* _INSTRUCTIONS TO FOLLOW_:
When the string "Орахова" is part of a line in the data below, report the whole line.

* _LISTED ENTRIES_:
────────────────────
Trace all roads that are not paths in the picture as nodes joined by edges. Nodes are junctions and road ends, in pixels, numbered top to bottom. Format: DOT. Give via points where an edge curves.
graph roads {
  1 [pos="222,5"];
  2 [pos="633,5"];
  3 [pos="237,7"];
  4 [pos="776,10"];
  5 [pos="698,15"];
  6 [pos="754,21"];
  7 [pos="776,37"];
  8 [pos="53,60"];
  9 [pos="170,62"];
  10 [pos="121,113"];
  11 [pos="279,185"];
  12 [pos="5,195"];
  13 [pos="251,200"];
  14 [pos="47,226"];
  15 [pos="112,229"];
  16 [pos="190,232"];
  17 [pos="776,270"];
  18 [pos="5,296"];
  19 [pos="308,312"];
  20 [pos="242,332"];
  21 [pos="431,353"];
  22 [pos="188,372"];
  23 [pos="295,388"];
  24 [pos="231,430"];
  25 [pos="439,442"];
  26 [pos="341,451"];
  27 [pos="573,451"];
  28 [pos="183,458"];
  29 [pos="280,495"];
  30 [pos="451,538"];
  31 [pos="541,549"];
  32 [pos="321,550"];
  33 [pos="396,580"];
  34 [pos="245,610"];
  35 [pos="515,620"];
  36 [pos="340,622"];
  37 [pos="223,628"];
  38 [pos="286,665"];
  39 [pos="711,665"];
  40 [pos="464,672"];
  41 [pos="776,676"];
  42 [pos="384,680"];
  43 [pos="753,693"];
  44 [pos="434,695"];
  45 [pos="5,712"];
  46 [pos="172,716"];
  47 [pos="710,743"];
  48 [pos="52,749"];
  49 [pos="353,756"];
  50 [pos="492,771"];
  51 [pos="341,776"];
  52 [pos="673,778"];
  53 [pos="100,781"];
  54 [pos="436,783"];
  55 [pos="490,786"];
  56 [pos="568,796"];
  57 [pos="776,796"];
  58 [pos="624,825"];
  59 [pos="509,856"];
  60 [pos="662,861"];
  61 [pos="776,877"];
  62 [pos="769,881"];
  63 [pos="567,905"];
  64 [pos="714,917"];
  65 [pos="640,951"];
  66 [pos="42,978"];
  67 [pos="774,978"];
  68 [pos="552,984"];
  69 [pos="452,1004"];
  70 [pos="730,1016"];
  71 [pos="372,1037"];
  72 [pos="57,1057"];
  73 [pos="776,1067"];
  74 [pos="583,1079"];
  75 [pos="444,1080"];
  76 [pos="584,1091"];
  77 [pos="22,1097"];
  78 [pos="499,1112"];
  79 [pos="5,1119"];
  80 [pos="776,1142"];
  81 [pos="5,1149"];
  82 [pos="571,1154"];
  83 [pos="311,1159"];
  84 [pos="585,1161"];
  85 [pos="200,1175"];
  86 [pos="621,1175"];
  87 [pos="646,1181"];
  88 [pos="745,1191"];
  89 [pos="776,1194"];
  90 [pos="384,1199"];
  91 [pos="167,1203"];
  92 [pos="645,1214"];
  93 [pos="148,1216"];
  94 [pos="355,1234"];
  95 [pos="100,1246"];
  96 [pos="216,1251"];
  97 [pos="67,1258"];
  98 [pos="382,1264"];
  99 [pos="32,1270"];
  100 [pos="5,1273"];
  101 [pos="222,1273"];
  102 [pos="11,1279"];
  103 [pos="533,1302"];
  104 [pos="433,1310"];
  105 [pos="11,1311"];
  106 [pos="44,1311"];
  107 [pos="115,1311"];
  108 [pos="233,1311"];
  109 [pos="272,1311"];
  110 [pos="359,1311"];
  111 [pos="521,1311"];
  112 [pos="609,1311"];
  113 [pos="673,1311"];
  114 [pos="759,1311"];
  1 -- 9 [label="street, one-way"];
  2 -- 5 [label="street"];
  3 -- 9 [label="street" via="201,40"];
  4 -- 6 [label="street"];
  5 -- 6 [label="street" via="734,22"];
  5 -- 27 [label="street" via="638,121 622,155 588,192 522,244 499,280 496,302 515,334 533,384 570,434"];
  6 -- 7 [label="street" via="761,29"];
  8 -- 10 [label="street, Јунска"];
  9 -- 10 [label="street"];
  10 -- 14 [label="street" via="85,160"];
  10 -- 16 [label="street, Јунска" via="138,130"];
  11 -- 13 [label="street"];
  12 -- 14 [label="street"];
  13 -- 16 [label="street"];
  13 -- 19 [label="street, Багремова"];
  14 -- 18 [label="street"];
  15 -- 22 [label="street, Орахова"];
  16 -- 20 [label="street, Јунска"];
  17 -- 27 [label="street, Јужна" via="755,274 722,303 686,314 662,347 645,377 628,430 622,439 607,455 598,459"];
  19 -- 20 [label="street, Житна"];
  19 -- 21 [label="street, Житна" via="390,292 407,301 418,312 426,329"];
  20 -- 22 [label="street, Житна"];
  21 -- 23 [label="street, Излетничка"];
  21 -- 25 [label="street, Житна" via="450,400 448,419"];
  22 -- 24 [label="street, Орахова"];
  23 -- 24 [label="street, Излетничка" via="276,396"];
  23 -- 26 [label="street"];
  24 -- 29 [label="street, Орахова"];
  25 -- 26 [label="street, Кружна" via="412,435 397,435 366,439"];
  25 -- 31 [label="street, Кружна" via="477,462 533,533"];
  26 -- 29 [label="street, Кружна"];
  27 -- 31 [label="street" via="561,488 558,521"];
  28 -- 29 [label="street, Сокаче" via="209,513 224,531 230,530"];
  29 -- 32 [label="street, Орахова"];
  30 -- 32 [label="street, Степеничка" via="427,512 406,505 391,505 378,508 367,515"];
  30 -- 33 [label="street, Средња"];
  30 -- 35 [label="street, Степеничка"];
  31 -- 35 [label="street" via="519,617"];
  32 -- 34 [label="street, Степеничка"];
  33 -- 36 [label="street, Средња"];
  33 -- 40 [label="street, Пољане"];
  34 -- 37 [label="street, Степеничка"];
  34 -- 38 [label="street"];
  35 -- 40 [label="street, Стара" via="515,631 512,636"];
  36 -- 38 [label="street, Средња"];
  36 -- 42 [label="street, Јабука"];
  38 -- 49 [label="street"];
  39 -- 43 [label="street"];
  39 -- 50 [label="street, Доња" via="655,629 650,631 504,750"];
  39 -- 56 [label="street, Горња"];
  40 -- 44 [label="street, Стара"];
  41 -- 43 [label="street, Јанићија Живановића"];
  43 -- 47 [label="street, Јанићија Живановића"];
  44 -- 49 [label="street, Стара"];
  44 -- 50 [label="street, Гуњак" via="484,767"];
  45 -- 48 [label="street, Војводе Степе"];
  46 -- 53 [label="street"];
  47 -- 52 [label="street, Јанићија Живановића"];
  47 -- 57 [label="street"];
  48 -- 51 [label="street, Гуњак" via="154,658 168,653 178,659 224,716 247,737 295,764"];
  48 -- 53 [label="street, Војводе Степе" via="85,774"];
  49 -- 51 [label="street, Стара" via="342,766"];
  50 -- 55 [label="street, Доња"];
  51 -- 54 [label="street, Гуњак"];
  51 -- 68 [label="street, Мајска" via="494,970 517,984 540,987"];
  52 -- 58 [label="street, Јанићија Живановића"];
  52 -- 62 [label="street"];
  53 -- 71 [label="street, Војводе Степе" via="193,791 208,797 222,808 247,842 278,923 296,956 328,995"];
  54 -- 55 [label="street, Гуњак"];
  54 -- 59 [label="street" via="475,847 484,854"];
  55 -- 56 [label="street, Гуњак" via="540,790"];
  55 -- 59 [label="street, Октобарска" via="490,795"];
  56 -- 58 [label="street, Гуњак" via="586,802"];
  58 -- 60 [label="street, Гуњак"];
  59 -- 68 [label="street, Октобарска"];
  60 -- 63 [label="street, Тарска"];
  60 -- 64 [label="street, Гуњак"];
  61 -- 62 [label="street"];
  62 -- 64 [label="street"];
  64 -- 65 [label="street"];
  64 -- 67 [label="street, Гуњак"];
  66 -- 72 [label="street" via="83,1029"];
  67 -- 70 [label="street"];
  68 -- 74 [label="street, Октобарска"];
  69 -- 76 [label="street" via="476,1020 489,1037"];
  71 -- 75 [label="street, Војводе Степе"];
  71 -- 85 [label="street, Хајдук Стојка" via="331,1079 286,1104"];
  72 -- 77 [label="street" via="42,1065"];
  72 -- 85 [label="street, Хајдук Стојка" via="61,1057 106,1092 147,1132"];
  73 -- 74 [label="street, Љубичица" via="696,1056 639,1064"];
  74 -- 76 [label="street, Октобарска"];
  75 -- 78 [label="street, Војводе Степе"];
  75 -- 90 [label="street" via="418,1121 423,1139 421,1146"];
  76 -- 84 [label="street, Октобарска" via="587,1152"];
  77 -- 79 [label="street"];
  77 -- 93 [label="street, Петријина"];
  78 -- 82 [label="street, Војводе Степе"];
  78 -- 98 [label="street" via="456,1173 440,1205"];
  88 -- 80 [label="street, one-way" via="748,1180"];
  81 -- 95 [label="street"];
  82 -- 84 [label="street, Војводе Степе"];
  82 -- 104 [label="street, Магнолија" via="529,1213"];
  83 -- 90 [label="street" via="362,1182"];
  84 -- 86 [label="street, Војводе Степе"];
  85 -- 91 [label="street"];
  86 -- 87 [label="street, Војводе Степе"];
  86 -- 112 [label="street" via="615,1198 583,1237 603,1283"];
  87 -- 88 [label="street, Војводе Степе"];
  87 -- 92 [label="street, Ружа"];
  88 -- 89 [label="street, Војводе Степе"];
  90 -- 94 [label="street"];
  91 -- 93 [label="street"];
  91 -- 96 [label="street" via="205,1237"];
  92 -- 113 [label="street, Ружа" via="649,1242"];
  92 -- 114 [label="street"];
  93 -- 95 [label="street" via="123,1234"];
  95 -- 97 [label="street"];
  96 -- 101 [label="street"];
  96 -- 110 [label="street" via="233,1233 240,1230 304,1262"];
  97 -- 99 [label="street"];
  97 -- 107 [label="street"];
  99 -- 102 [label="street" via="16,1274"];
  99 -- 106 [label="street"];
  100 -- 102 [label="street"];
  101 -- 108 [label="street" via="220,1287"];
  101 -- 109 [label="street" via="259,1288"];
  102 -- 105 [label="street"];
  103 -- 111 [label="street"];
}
────────────────────
* _RESPONSE TO THE EXERCISE_:
  15 -- 22 [label="street, Орахова"];
  22 -- 24 [label="street, Орахова"];
  24 -- 29 [label="street, Орахова"];
  29 -- 32 [label="street, Орахова"];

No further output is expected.